What is a data?
Before talking about storage, let us stop for a moment on data itself. A data is the representation of a piece of information. There are two kinds of data:
- Analog data is represented in the form of a wave, with an infinity of values: it is a continuous signal. Physical supports allowing the recording of analog data include, for instance, a cassette tape or a vinyl.
- Numerical data, on the opposite, can be coded with only two values: 0 or 1. For instance, it is the technology that is used on CDs: the laser will read if there is a “hole” (0) or not (1) on the record, and interpret it consequently. That is what is most used in IT, and we will focus in this article on the storage of this kind of data.
Before all, let us clarify that we set aside “read-only” storage (for instance non-rewritable CDs and DVDs), to focus on “read-write” storage.

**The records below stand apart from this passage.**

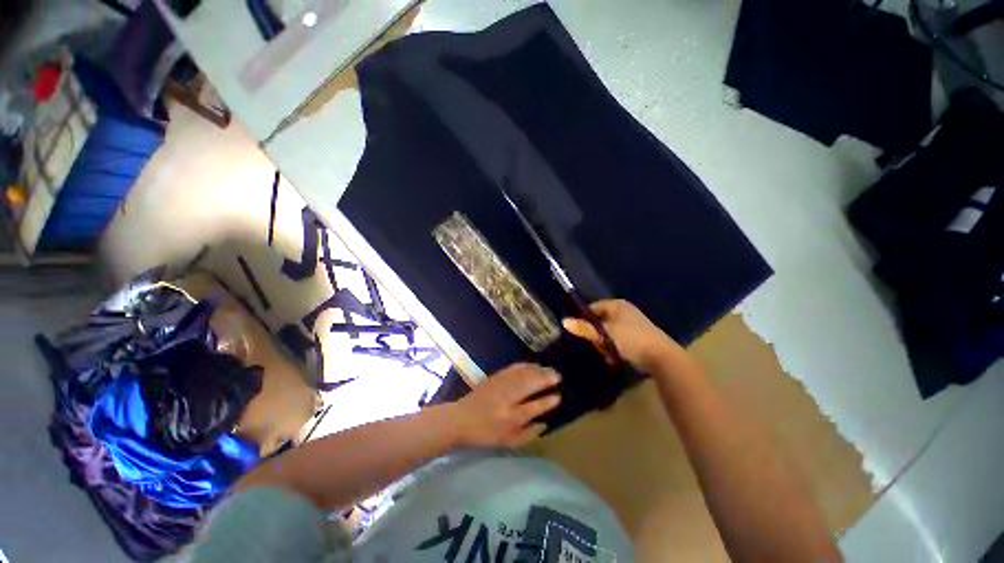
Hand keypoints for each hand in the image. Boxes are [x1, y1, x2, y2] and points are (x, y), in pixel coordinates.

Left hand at [449, 363, 560, 448]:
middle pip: (529, 385)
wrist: (460, 419)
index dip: (547, 402)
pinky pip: (513, 368)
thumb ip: (528, 435)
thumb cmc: (485, 434)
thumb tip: (545, 423)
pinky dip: (525, 366)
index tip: (558, 396)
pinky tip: (533, 365)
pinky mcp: (494, 377)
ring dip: (537, 370)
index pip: (533, 408)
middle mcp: (506, 400)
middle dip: (545, 379)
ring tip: (549, 370)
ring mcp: (499, 386)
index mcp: (509, 419)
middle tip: (558, 376)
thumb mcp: (507, 442)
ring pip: (522, 374)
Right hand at [563, 299, 686, 373]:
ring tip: (606, 352)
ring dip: (605, 342)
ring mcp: (633, 323)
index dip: (585, 319)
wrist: (661, 357)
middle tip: (596, 344)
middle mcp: (625, 311)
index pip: (593, 308)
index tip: (581, 332)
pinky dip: (615, 346)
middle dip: (596, 333)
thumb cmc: (630, 339)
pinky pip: (619, 338)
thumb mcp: (605, 334)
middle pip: (601, 320)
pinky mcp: (639, 336)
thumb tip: (564, 321)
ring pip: (609, 331)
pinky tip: (615, 355)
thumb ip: (584, 328)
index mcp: (617, 305)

There are three major modern technologies for storing rewritable numerical data:
Magnetic tape can seem out of date, but it is still used. Its advantage is that the data will remain intact as long as the support is well preserved. However, the access time to this data is particularly long (tape recovery, data treatment…). That is why magnetic tapes are, today, only used for archiving. They conserve the data that companies rarely or never need, and for which a long recovery time is not a problem.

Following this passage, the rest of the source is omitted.